In Daughter of the Forest, Young Sorcha is content with her life at Sevenwaters. She loves her six older brothers dearly and hasn’t felt lacking. She even feels a sense of belonging in the dense and magical forest which surrounds and protects their home. When her brother asks her assistance in saving a young Briton imprisoned in their keep, she learns that the forest cannot always shield her from the outside world. But the real trouble doesn’t start until her father, Lord Colum, brings home his new bride-to-be, sorceress Lady Oonagh. Before her brothers can escape her evil machinations, they are turned into swans, and only Sorcha, by completing a painful, near impossible task, can break the spell.

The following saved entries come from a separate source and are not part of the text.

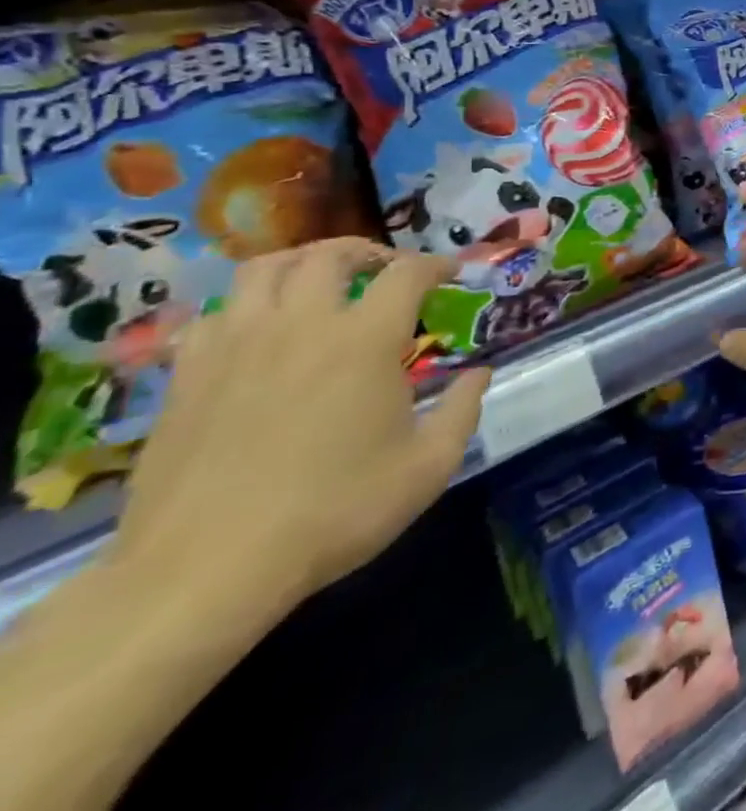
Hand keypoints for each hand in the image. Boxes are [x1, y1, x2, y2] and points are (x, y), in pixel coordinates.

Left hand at [112, 239, 488, 621]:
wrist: (202, 573)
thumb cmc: (334, 513)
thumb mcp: (428, 467)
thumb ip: (462, 410)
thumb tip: (479, 373)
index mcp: (365, 340)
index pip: (408, 273)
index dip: (437, 264)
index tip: (452, 274)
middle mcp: (300, 326)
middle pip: (330, 255)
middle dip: (368, 252)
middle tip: (386, 271)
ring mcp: (235, 348)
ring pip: (262, 270)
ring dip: (301, 264)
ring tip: (320, 284)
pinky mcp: (186, 378)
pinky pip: (214, 314)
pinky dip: (245, 307)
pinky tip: (259, 330)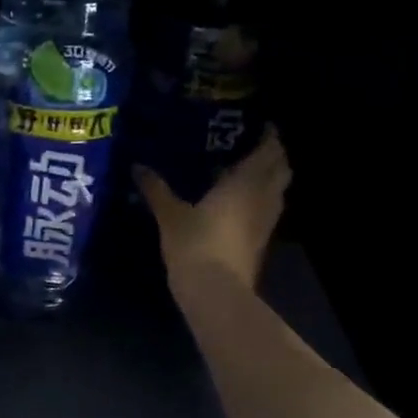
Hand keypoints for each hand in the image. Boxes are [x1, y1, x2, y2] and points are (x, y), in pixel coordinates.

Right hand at [135, 129, 290, 296]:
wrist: (216, 293)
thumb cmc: (195, 245)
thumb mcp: (169, 215)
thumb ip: (156, 189)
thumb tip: (137, 165)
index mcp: (246, 182)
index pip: (269, 150)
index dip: (269, 136)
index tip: (261, 124)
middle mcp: (263, 197)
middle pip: (281, 168)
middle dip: (273, 155)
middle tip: (253, 145)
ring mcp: (265, 222)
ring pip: (277, 190)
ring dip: (269, 178)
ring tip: (246, 170)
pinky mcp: (261, 242)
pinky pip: (267, 210)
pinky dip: (260, 199)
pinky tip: (238, 202)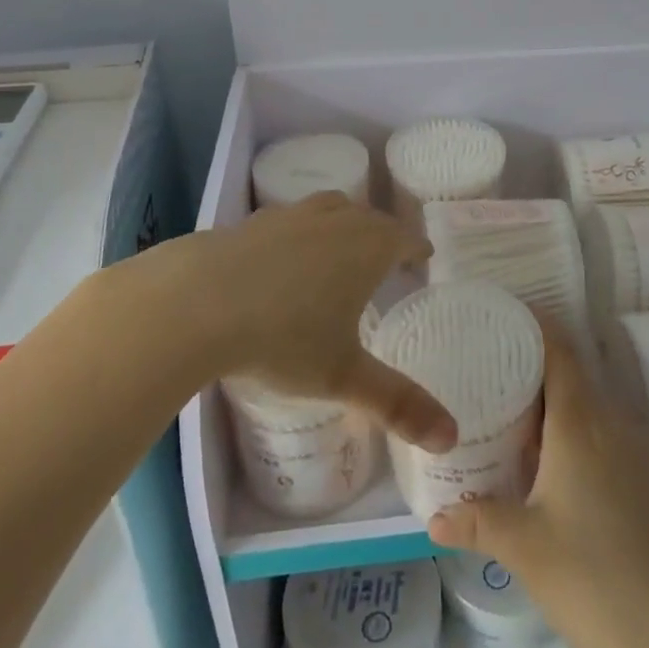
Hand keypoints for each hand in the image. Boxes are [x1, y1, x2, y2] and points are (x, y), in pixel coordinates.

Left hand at [196, 193, 454, 451]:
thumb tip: (452, 438)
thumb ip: (397, 404)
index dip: (418, 249)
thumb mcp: (343, 376)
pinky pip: (290, 219)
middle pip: (371, 218)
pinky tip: (284, 258)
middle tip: (387, 260)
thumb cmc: (283, 337)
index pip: (406, 239)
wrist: (196, 302)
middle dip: (383, 236)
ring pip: (331, 209)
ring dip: (343, 224)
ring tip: (338, 251)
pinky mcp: (254, 221)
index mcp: (369, 247)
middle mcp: (336, 220)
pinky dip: (299, 232)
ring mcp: (292, 214)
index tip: (423, 259)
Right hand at [425, 327, 648, 647]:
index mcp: (580, 423)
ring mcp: (631, 451)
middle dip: (532, 363)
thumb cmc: (592, 577)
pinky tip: (544, 459)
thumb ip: (477, 522)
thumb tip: (433, 518)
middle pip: (571, 373)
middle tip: (488, 365)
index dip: (534, 324)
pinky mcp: (641, 479)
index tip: (501, 316)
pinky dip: (569, 428)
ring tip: (508, 408)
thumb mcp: (524, 547)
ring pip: (586, 404)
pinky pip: (599, 432)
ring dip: (551, 400)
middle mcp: (609, 424)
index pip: (559, 350)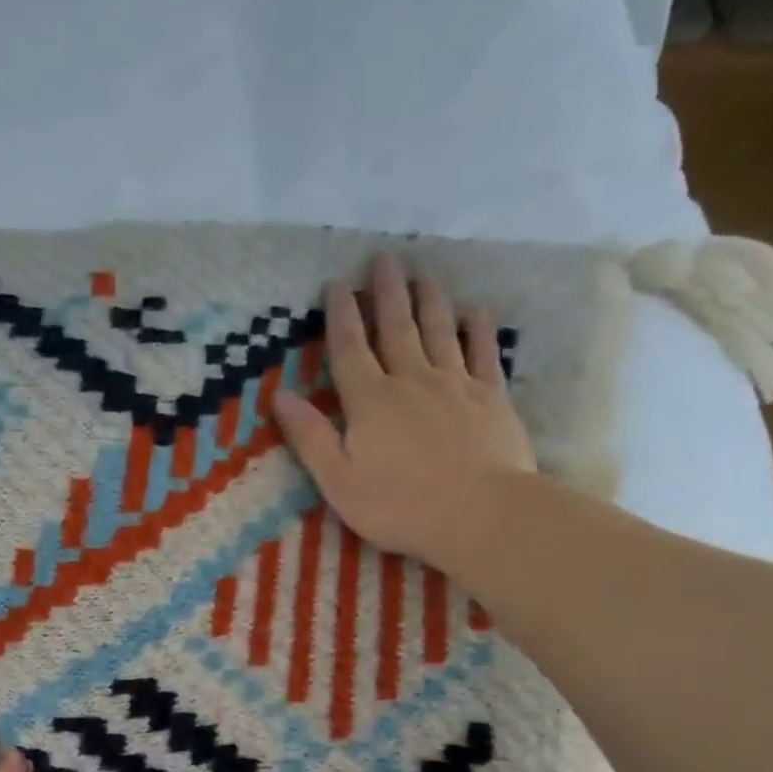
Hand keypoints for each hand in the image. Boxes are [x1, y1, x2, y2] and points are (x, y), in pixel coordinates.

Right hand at [272, 252, 536, 571]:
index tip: (337, 282)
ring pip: (439, 331)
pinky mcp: (491, 398)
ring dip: (429, 300)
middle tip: (383, 257)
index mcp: (370, 401)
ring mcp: (455, 385)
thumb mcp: (338, 480)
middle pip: (396, 328)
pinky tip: (477, 311)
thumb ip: (311, 437)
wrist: (481, 514)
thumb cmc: (399, 505)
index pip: (350, 348)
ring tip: (423, 272)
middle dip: (387, 292)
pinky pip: (483, 354)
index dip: (341, 314)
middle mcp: (411, 381)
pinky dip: (478, 330)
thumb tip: (280, 397)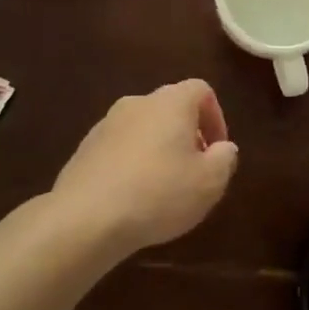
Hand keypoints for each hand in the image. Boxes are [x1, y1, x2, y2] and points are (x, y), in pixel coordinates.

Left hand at [52, 80, 238, 250]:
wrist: (85, 219)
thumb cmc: (159, 193)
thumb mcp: (210, 182)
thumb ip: (225, 159)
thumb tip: (223, 148)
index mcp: (171, 102)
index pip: (201, 90)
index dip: (216, 117)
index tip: (217, 151)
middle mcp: (137, 103)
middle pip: (170, 108)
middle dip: (186, 135)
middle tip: (193, 170)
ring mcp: (105, 125)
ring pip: (143, 129)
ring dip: (158, 150)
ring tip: (163, 188)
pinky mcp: (83, 150)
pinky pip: (119, 150)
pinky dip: (131, 165)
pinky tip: (133, 198)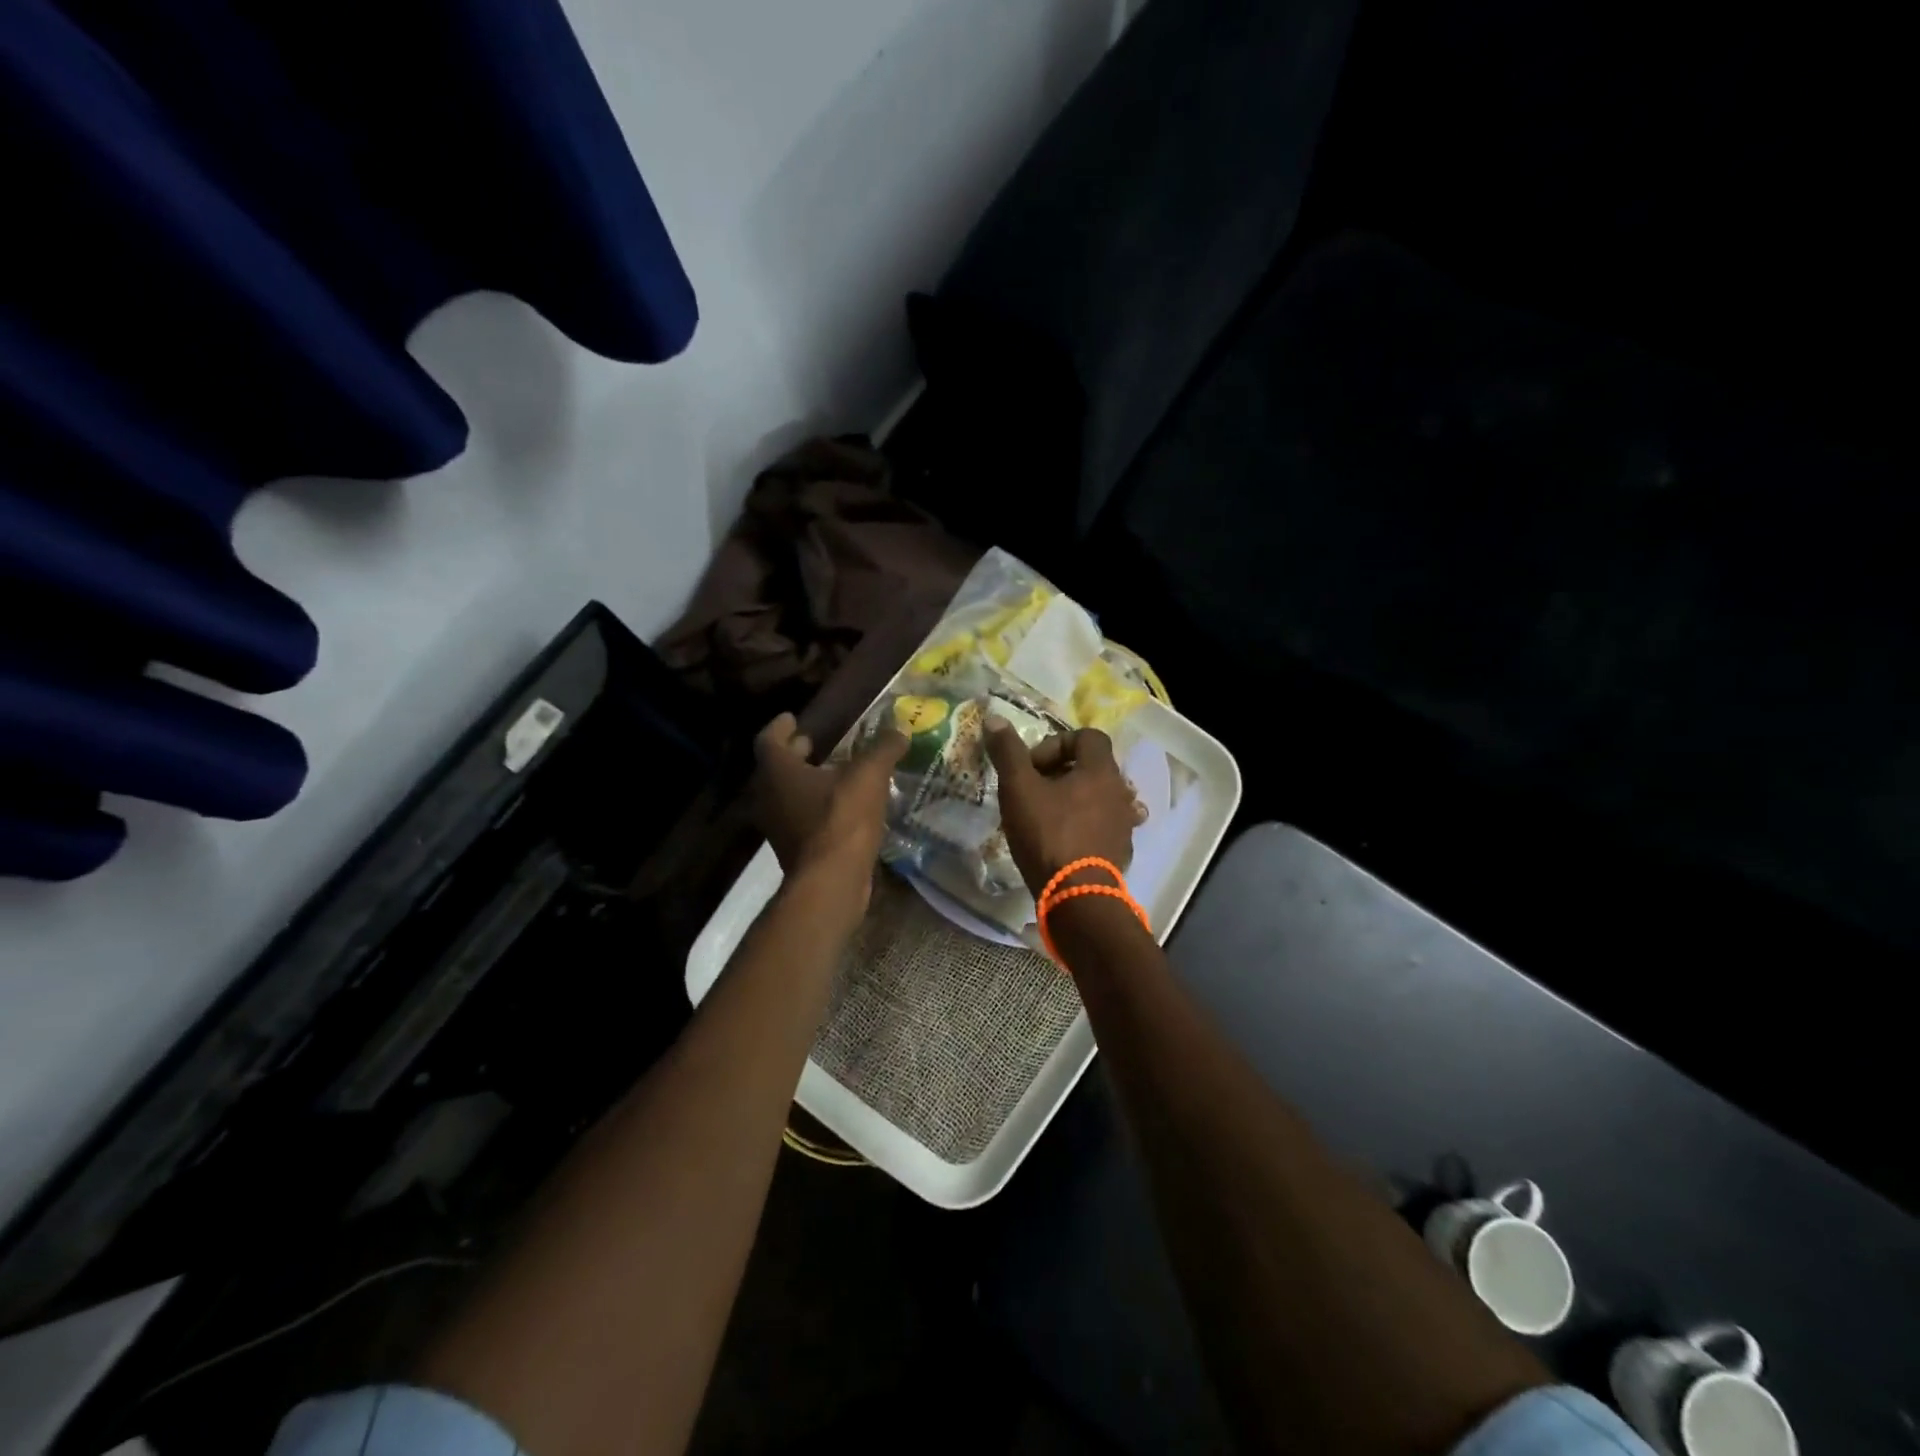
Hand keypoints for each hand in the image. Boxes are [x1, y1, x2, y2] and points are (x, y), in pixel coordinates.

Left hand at [753, 713, 906, 896]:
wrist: (830, 883)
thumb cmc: (841, 819)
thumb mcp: (869, 776)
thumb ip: (883, 749)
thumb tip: (899, 728)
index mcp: (778, 772)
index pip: (769, 739)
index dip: (780, 726)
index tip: (792, 719)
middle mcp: (768, 797)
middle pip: (776, 768)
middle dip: (794, 753)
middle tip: (812, 742)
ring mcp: (778, 827)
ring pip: (786, 795)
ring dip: (805, 781)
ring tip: (832, 773)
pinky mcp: (794, 850)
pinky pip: (799, 817)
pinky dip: (814, 806)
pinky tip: (840, 807)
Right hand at [986, 718, 1140, 898]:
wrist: (1076, 896)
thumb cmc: (1048, 834)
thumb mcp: (1019, 789)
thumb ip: (1008, 752)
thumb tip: (994, 718)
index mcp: (1100, 770)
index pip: (1087, 736)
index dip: (1056, 744)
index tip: (1033, 767)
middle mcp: (1120, 791)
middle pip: (1092, 767)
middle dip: (1061, 772)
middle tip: (1034, 791)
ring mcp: (1125, 823)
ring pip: (1098, 797)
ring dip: (1074, 799)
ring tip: (1046, 817)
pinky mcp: (1121, 850)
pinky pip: (1103, 826)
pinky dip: (1084, 825)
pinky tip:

Spoiler alert: this is one of my favorite books of all time. I like so many things about Juliet Marillier’s Daughter of the Forest, it’s hard to name them all: the Celtic folklore, the fairy tale retelling, the characters, the writing, and the love story. But what made it so good for me was how all of these aspects came together. I’ve never felt more in a character’s shoes than I did in Sorcha’s, which made her story all the more joyful, heart-wrenching, and engrossing. I leisurely savored the breathtaking descriptions of the forest. I cried in pain and sadness. I relished the poetic language. I sat alertly on the edge of my seat, arms tense, as the cycle of trial after trial was mounted and overcome. I shed a tear of joy. I gleefully smiled and solemnly sighed at the ending. And I wondered afterwards when I’d ever have another experience like this one. Highly recommended for fans of epic fantasy and fairy tale retellings.